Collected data
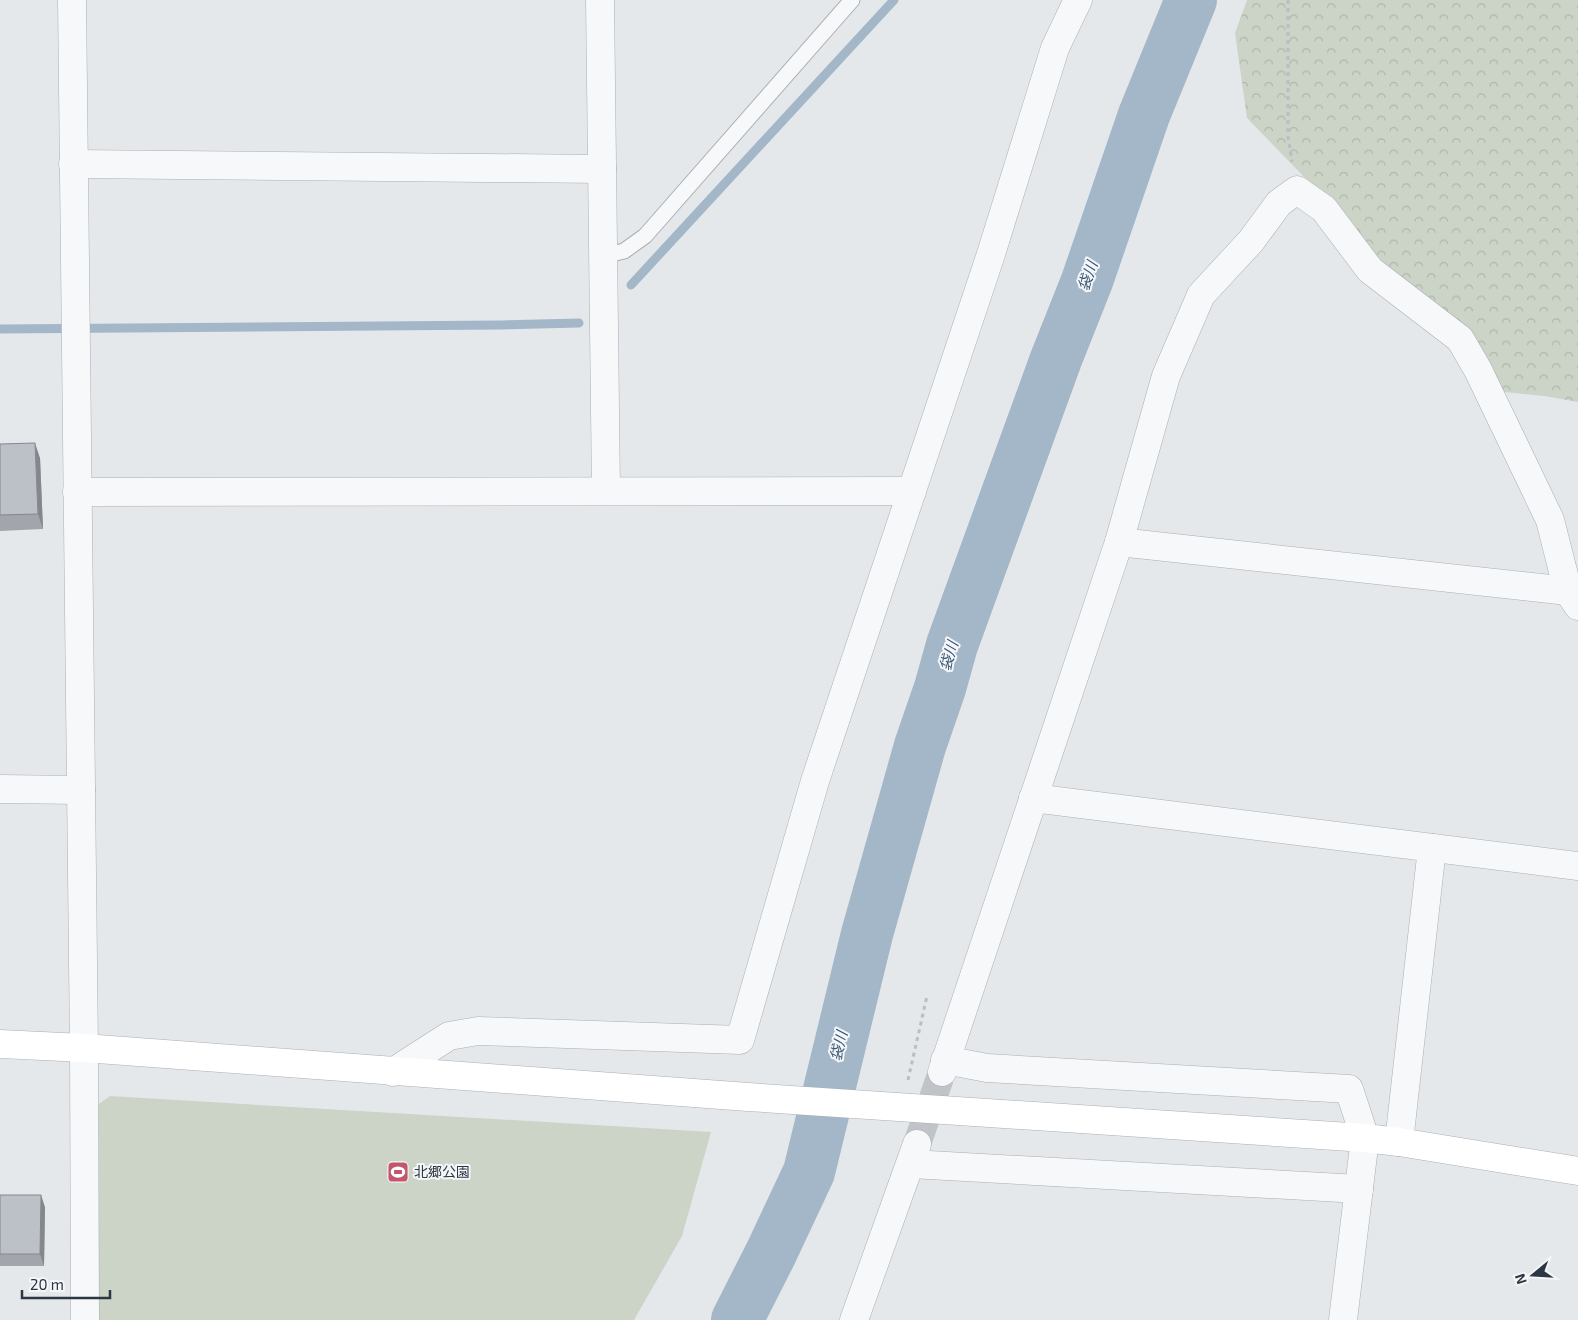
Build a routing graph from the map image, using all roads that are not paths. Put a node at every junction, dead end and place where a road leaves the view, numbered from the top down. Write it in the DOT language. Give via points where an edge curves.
graph roads {
  1 [pos="72,0"];
  2 [pos="600,0"];
  3 [pos="852,0"];
  4 [pos="1078,0"];
  5 [pos="73,164"];
  6 [pos="602,170"];
  7 [pos="603,256"];
  8 [pos="77,492"];
  9 [pos="606,492"];
  10 [pos="912,492"];
  11 [pos="1119,542"];
  12 [pos="1573,599"];
  13 [pos="0,789"];
  14 [pos="81,790"];
  15 [pos="1033,798"];
  16 [pos="1432,848"];
  17 [pos="1578,866"];
  18 [pos="0,1044"];
  19 [pos="84,1048"];
  20 [pos="393,1072"];
  21 [pos="1365,1138"];
  22 [pos="1399,1142"];
  23 [pos="1578,1171"];
  24 [pos="1359,1189"];
  25 [pos="85,1320"];
  26 [pos="854,1320"];
  27 [pos="1343,1320"];
  1 -- 5 [label="street"];
  2 -- 6 [label="street"];
  3 -- 7 [label="lane" via="645,236 624,251"];
  4 -- 10 [label="street" via="1055,48"];
  5 -- 6 [label="street"];
  5 -- 8 [label="street"];
  6 -- 7 [label="street"];
  7 -- 9 [label="street"];
  8 -- 9 [label="street"];
  8 -- 14 [label="street"];
  9 -- 10 [label="street"];
  10 -- 20 [label="street" via="815,781 740,1040 478,1030 449,1036"];
  11 -- 12 [label="street"];
  11 -- 12 [label="street" via="1166,376 1200,295 1251,241 1279,203 1297,190 1324,210 1370,270 1460,339 1550,520"];
  11 -- 15 [label="street"];
  13 -- 14 [label="street"];
  14 -- 19 [label="street"];
  15 -- 16 [label="street"];
  15 -- 21 [label="street" via="943,1066 1349,1089"];
  16 -- 17 [label="street"];
  16 -- 22 [label="street"];
  18 -- 19 [label="street"];
  19 -- 20 [label="street"];
  19 -- 25 [label="street"];
  20 -- 21 [label="street"];
  21 -- 22 [label="street"];
  21 -- 24 [label="street"];
  22 -- 23 [label="street"];
  24 -- 26 [label="street" via="914,1154"];
  24 -- 27 [label="street"];
}
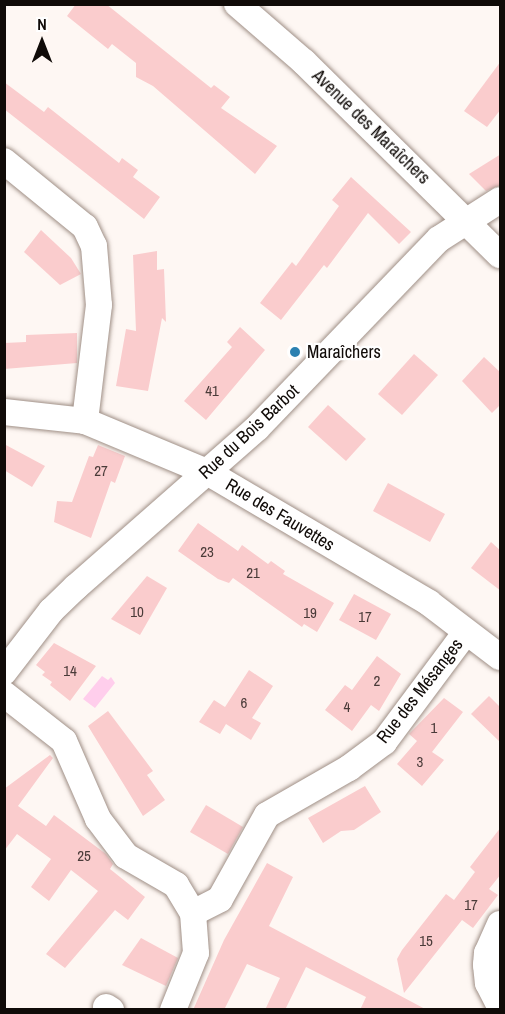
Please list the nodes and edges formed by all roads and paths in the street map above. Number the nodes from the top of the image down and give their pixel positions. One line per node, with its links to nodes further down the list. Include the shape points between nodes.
1 (237, 4): 4 (street, Avenue des Maraîchers, via 304,62)
2 (4, 161): 7 (street, via 86,227 94,246 99,305)
3 (501, 200): 4 (street, Rue du Bois Barbot)
4 (467, 219): 5 (street, Avenue des Maraîchers); 8 (street, Rue du Bois Barbot, via 439,239 257,428)
5 (501, 255)
6 (4, 412): 7 (street, Rue des Fauvettes)
7 (86, 421): 8 (street, Rue des Fauvettes)
8 (207, 472): 9 (street, Rue des Fauvettes, via 429,603); 11 (street, Rue du Bois Barbot, via 68,595)
9 (466, 632): 10 (street, Rue des Fauvettes); 13 (street, Rue des Mésanges, via 384,742 349,768 267,815 220,899)
10 (501, 657)
11 (4, 672)
12 (4, 694): 13 (street, via 64,741 98,819 126,856 176,885)
13 (193, 913): 16 (street, via 196,953)
14 (501, 924): 15 (street, via 487,953 486,965 488,983)
15 (501, 1007)
16 (173, 1010)

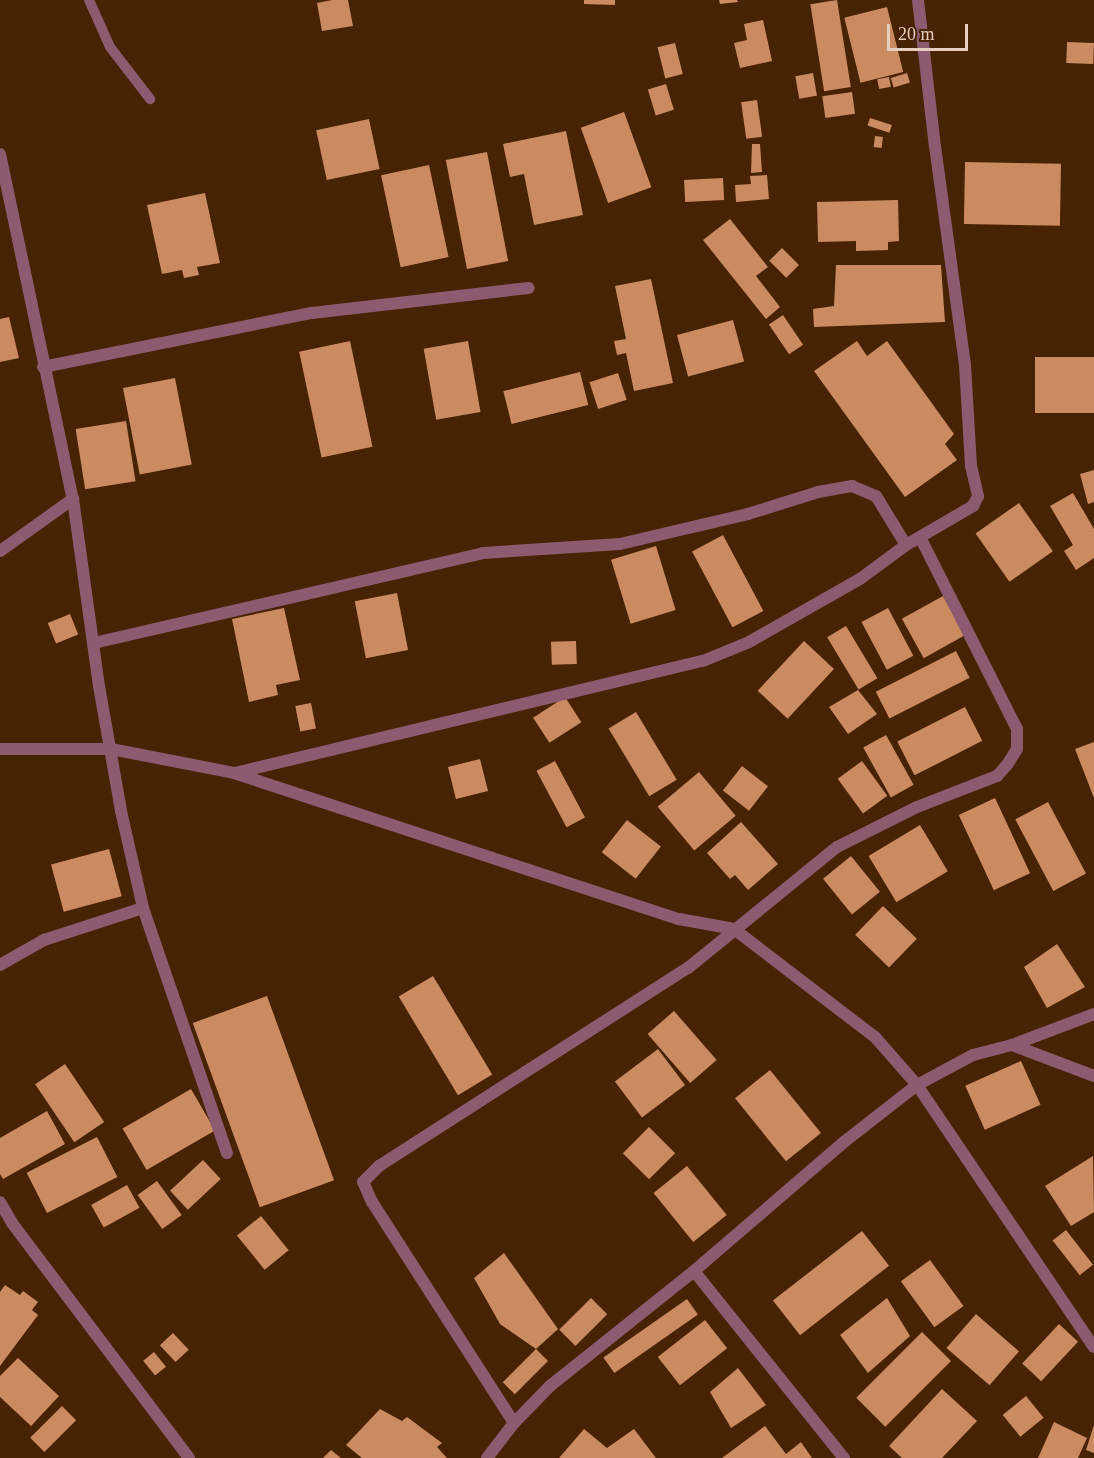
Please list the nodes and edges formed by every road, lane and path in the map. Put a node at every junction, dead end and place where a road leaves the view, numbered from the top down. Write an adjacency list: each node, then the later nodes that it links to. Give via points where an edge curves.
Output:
1 (89, 0): 3 (lane, via 110,47)
2 (918, 0): 8 (street, via 964,365 971,466 978,496 973,506)
3 (150, 99)
4 (0, 154): 6 (street)
5 (529, 288): 6 (street, via 312,313)
6 (43, 367): 7 (street)
7 (73, 499): 10 (street); 11 (street)
8 (920, 537): 9 (street); 16 (street, via 1017,729 1017,749 997,776 918,807 837,847)
9 (906, 545): 11 (street, via 876,496 852,486 620,544 483,553); 14 (street, via 850,585 749,642 703,661)
10 (0, 550)
11 (94, 644): 13 (street)
12 (0, 749): 13 (street)
13 (111, 749): 14 (street); 15 (street)
14 (234, 773): 16 (street, via 679,919)
15 (142, 909): 17 (street, via 44,940); 22 (street)
16 (734, 929): 21 (street, via 875,1037); 26 (street, via 688,968 379,1166 363,1182 372,1203)
17 (0, 965)
18 (1094, 1014): 19 (street)
19 (1012, 1045): 20 (street); 21 (street, via 973,1056)
20 (1094, 1076)
21 (917, 1085): 24 (street); 25 (street)
22 (227, 1153)
23 (0, 1202): 27 (street, via 12,1224)
24 (694, 1271): 26 (street, via 550,1386); 29 (street)
25 (1094, 1347)
26 (514, 1423): 28 (street)
27 (189, 1458)
28 (487, 1458)
29 (844, 1458)

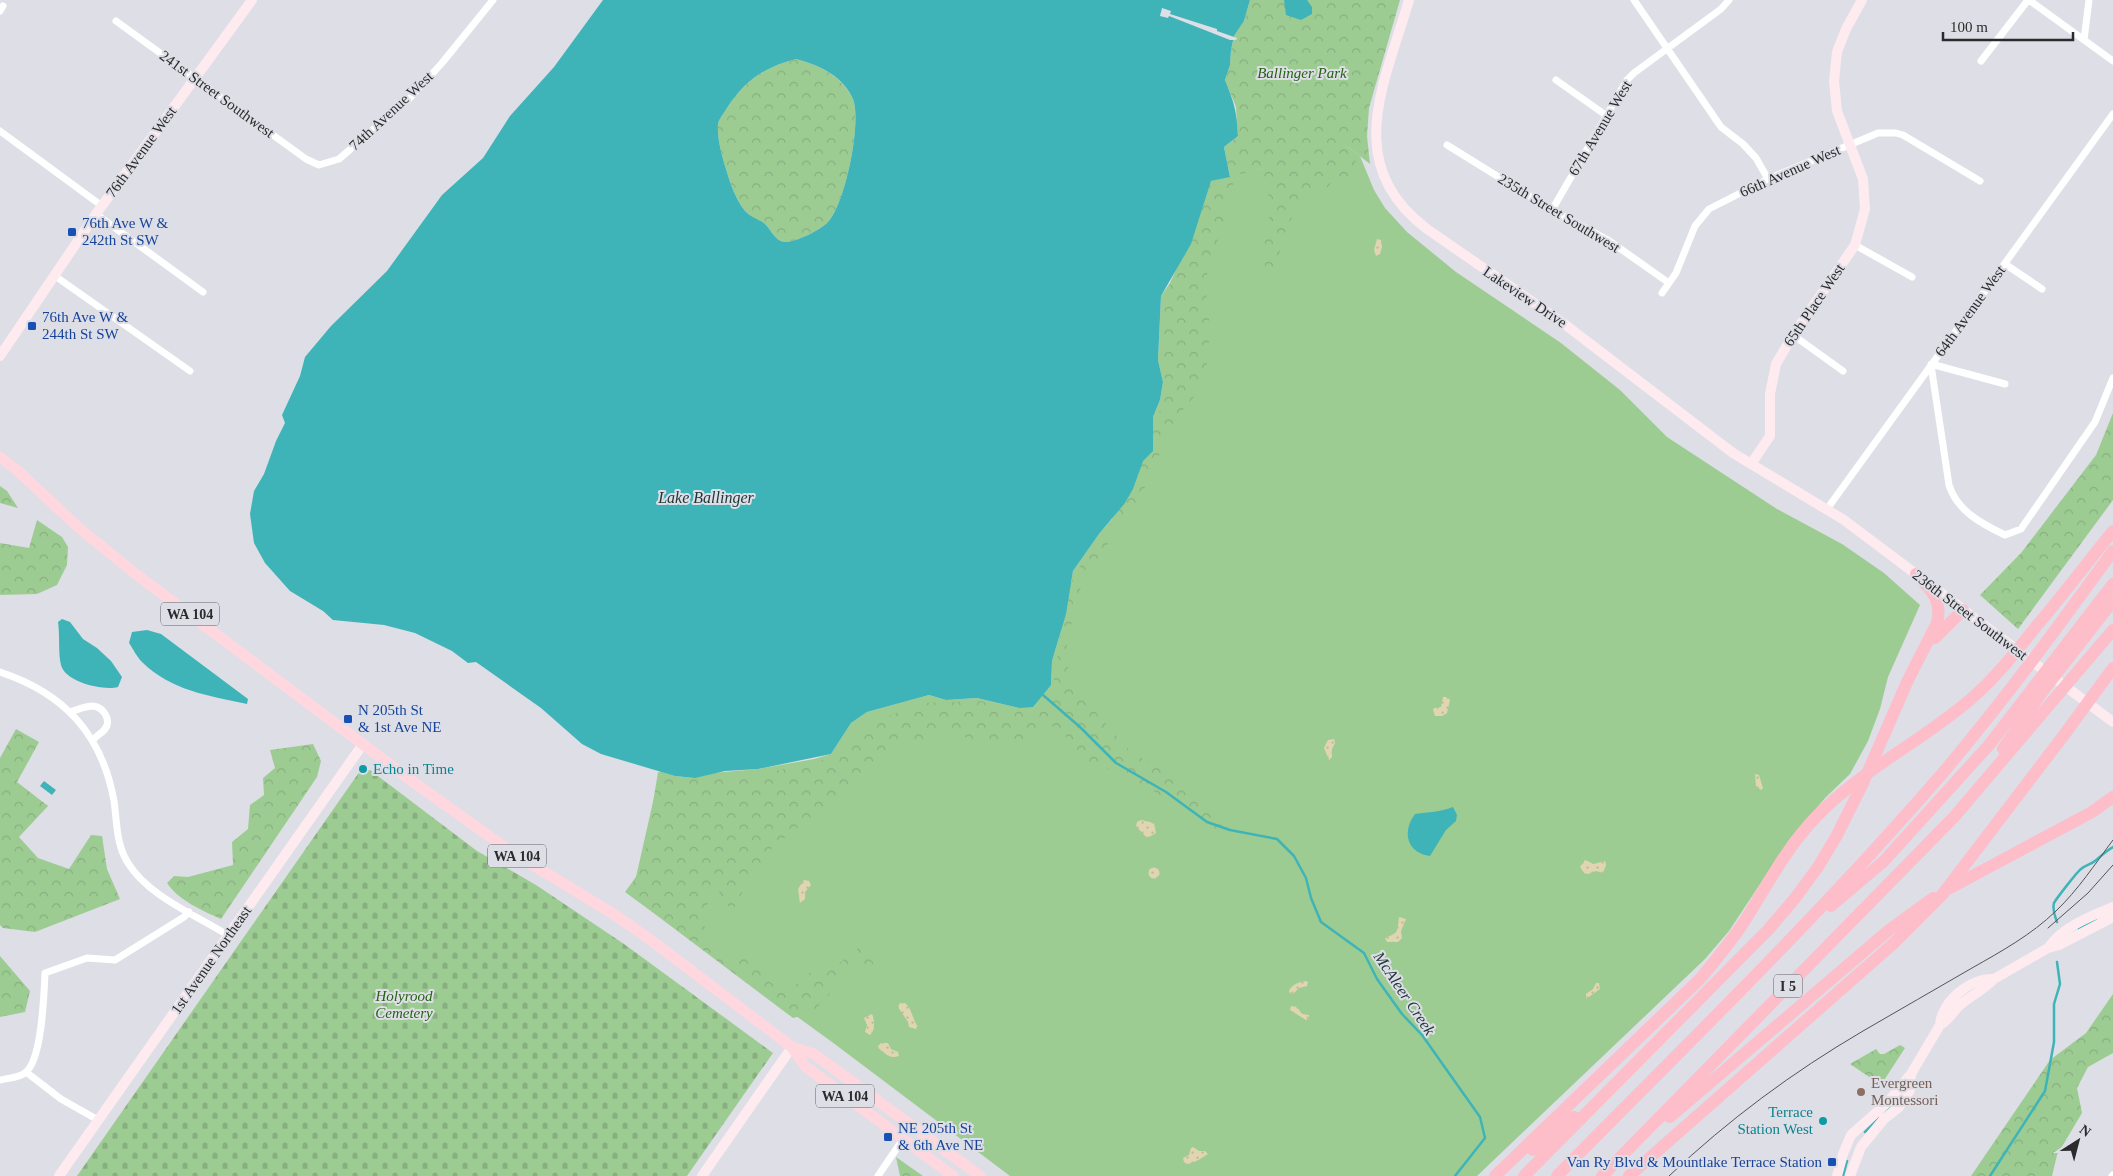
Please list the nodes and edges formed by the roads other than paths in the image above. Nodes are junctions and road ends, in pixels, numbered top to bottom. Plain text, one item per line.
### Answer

• AIM OF THE EXERCISE
Strip out the images, then output the records above word for word.

• WRITTEN RESPONSE
Build a routing graph from the map image, using all roads that are not paths. Put a node at every junction, dead end and place where a road leaves the view, numbered from the top down. Write it in the DOT language. Give via points where an edge curves.
graph roads {
  1 [pos="72,0"];
  2 [pos="600,0"];
  3 [pos="852,0"];
  4 [pos="1078,0"];
  5 [pos="73,164"];
  6 [pos="602,170"];
  7 [pos="603,256"];
  8 [pos="77,492"];
  9 [pos="606,492"];
  10 [pos="912,492"];
  11 [pos="1119,542"];
  12 [pos="1573,599"];
  13 [pos="0,789"];
  14 [pos="81,790"];
  15 [pos="1033,798"];
  16 [pos="1432,848"];
  17 [pos="1578,866"];
  18 [pos="0,1044"];
  19 [pos="84,1048"];
  20 [pos="393,1072"];
  21 [pos="1365,1138"];
  22 [pos="1399,1142"];
  23 [pos="1578,1171"];
  24 [pos="1359,1189"];
  25 [pos="85,1320"];
  26 [pos="854,1320"];
  27 [pos="1343,1320"];
  1 -- 5 [label="street"];
  2 -- 6 [label="street"];
  3 -- 7 [label="lane" via="645,236 624,251"];
  4 -- 10 [label="street" via="1055,48"];
  5 -- 6 [label="street"];
  5 -- 8 [label="street"];
  6 -- 7 [label="street"];
  7 -- 9 [label="street"];
  8 -- 9 [label="street"];
  8 -- 14 [label="street"];
  9 -- 10 [label="street"];
  10 -- 20 [label="street" via="815,781 740,1040 478,1030 449,1036"];
  11 -- 12 [label="street"];
  11 -- 12 [label="street" via="1166,376 1200,295 1251,241 1279,203 1297,190 1324,210 1370,270 1460,339 1550,520"];
  11 -- 15 [label="street"];
  13 -- 14 [label="street"];
  14 -- 19 [label="street"];
  15 -- 16 [label="street"];
  15 -- 21 [label="street" via="943,1066 1349,1089"];
  16 -- 17 [label="street"];
  16 -- 22 [label="street"];
  18 -- 19 [label="street"];
  19 -- 20 [label="street"];
  19 -- 25 [label="street"];
  20 -- 21 [label="street"];
  21 -- 22 [label="street"];
  21 -- 24 [label="street"];
  22 -- 23 [label="street"];
  24 -- 26 [label="street" via="914,1154"];
  24 -- 27 [label="street"];
}
Please list the nodes and edges formed by all roads and paths in the street map above. Number the nodes from the top of the image down and give their pixel positions. One line per node, with its links to nodes further down the list. Include the shape points between nodes.
1 (237, 4): 4 (street, Avenue des Maraîchers, via 304,62)
2 (4, 161): 7 (street, via 86,227 94,246 99,305)
3 (501, 200): 4 (street, Rue du Bois Barbot)
4 (467, 219): 5 (street, Avenue des Maraîchers); 8 (street, Rue du Bois Barbot, via 439,239 257,428)
5 (501, 255)
6 (4, 412): 7 (street, Rue des Fauvettes)
7 (86, 421): 8 (street, Rue des Fauvettes)
8 (207, 472): 9 (street, Rue des Fauvettes, via 429,603); 11 (street, Rue du Bois Barbot, via 68,595)
9 (466, 632): 10 (street, Rue des Fauvettes); 13 (street, Rue des Mésanges, via 384,742 349,768 267,815 220,899)
10 (501, 657)
11 (4, 672)
12 (4, 694): 13 (street, via 64,741 98,819 126,856 176,885)
13 (193, 913): 16 (street, via 196,953)
14 (501, 924): 15 (street, via 487,953 486,965 488,983)
15 (501, 1007)
16 (173, 1010)

Please list the nodes and edges formed by every road, lane and path in the map. Put a node at every junction, dead end and place where a road leaves the view, numbered from the top down. Write an adjacency list: each node, then the later nodes that it links to. Give via points where an edge curves.
Output:
1 (89, 0): 3 (lane, via 110,47)
2 (918, 0): 8 (street, via 964,365 971,466 978,496 973,506)
3 (150, 99)
4 (0, 154): 6 (street)
5 (529, 288): 6 (street, via 312,313)
6 (43, 367): 7 (street)
7 (73, 499): 10 (street); 11 (street)
8 (920, 537): 9 (street); 16 (street, via 1017,729 1017,749 997,776 918,807 837,847)
9 (906, 545): 11 (street, via 876,496 852,486 620,544 483,553); 14 (street, via 850,585 749,642 703,661)
10 (0, 550)
11 (94, 644): 13 (street)
12 (0, 749): 13 (street)
13 (111, 749): 14 (street); 15 (street)
14 (234, 773): 16 (street, via 679,919)
15 (142, 909): 17 (street, via 44,940); 22 (street)
16 (734, 929): 21 (street, via 875,1037); 26 (street, via 688,968 379,1166 363,1182 372,1203)
17 (0, 965)
18 (1094, 1014): 19 (street)
19 (1012, 1045): 20 (street); 21 (street, via 973,1056)
20 (1094, 1076)
21 (917, 1085): 24 (street); 25 (street)
22 (227, 1153)
23 (0, 1202): 27 (street, via 12,1224)
24 (694, 1271): 26 (street, via 550,1386); 29 (street)
25 (1094, 1347)
26 (514, 1423): 28 (street)
27 (189, 1458)
28 (487, 1458)
29 (844, 1458)

Please list the nodes and edges formed by the roads other than paths in the image above. Nodes are junctions and road ends, in pixels, numbered top to bottom. Plain text, one item per line.
### Answer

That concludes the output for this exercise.